I'm 43 and have never and would never marry. It's all a load of old tosh, as far as I'm concerned, I've never ever seen the need for it, except maybe for the big party. But you can just have a big party any time right?

SardineQueen · 29/02/2012 09:43

I really think it is, patsy!

Alternative is surely very unlikely!

Allthewhitehorsesarestillinbed · 29/02/2012 09:45

I've been engaged three times, does that count? I am a collector of rings Grin

I'm 31, most of my people are married but I probably won't be getting married for a couple of years to DP. I'm a bit nonplussed about it to be honest. Our DD bonds us pretty tightly :)

MrsEricBana · 29/02/2012 09:45

Same as you then fell in love with my best male friend from uni, engaged 3 months later, married 2 weeks before turned 31, 14 years married this year.
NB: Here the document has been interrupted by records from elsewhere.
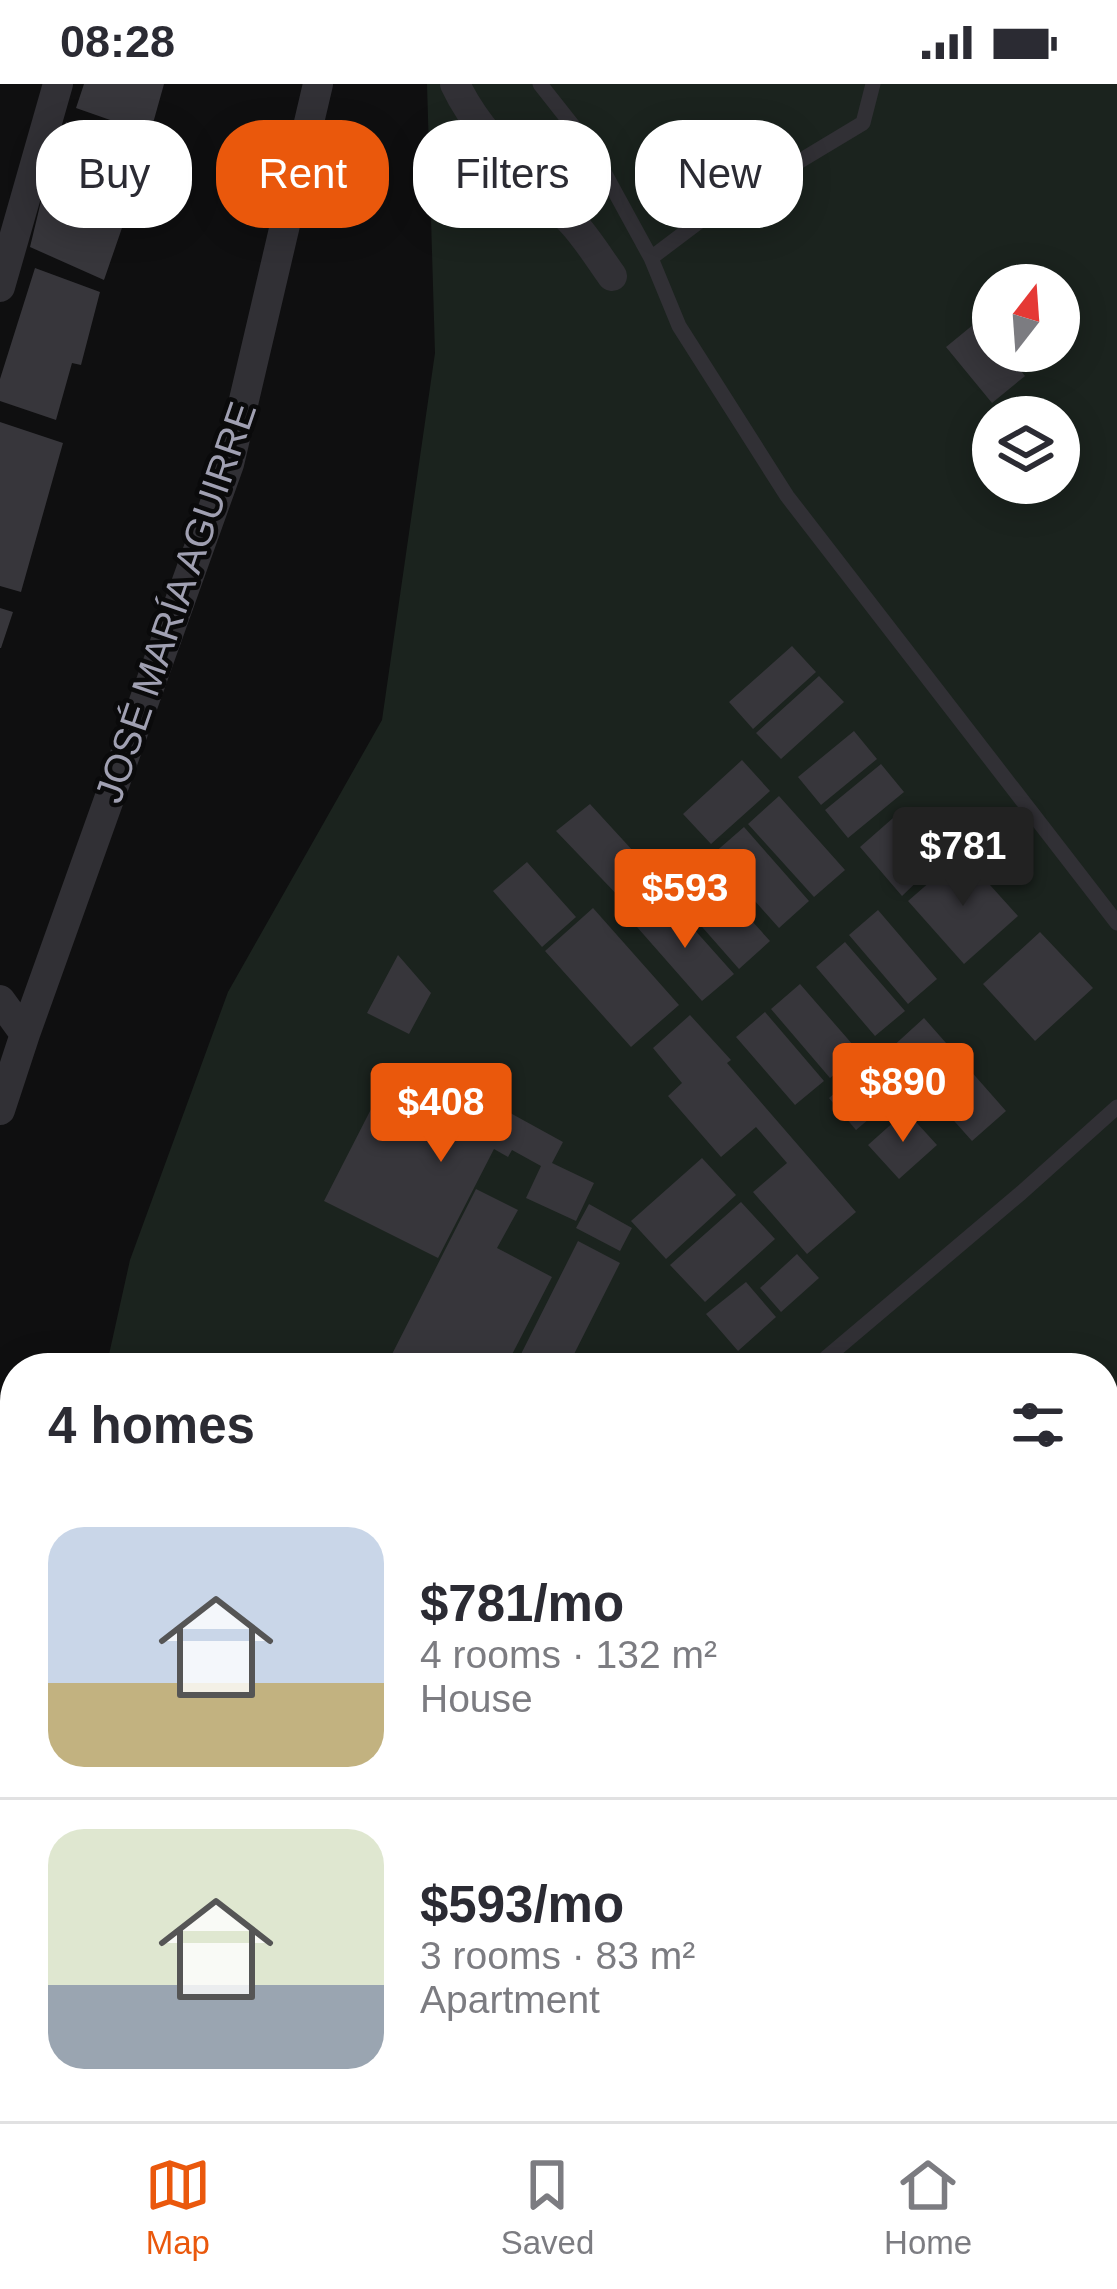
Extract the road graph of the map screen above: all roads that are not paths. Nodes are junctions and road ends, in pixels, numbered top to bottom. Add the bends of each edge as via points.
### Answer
1 (58, 84) edge
2 (318, 84) edge
3 (455, 84) edge
4 (540, 84) edge
5 (873, 84) edge
6 (651, 258) junction
7 (612, 276) dead end
8 (0, 287) edge
9 (1097, 895) junction
10 (1117, 904) edge
11 (1117, 923) edge
12 (0, 1000) edge
13 (25, 1034) junction
14 (1117, 1107) edge
15 (0, 1110) edge
16 (832, 1353) edge

1 - 8 street
2 - 13 street, JOSÉ MARÍA AGUIRRE via 229,464
3 - 7 street via 505,157 575,225
4 - 6 lane via 592,150
5 - 6 lane via 862,123
6 - 9 lane via 679,326 787,496
9 - 10 lane
9 - 11 lane
12 - 13 street
13 - 15 street, JOSÉ MARÍA AGUIRRE
14 - 16 lane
Do not worry at all! (and definitely don't rush and mary the wrong one now!)

frumpet · 29/02/2012 09:46

32 when i got married , 30 is still young nowadays tbh .

JugglingWithTangentialOranges · 29/02/2012 09:58

Like froggers I got married at 32 and had first baby at 34 (second at 36)
We'd been together since we were students though - so about ten years.

I heard on the radio that women who became mothers for the first time at 34 were statistically optimally the happiest ie. best age to have your first in term's of happiness and satisfaction about life journey.

Hope that might cheer you up Smile

I reckon being 30 and being free to choose your man is a great position to be in !
Experienced and wise enough to make a good choice !
Enjoy the selection process Grin

Kellywestie · 29/02/2012 09:59

30 when I got married, DH was 31 (22 years ago this Christmas) which was probably late at that time but certainly not now. We had our DS 11 years later, born 3 months before my 42nd birthday. You are a spring chicken - enjoy yourself.

solidgoldbrass · 29/02/2012 10:01

OK I got sort-of-engaged about 3 times when young and daft, but never got as far as actually living with anyone. Honestly OP, it isn't compulsory. And statistics would appear to show that, for all the rubbish propaganda about single women being freaks and failures, it;s actually men who are far keener on marriage and benefit from it much more, because the majority of men still see a wife as someone to look after them and prioritize their needs and their ego.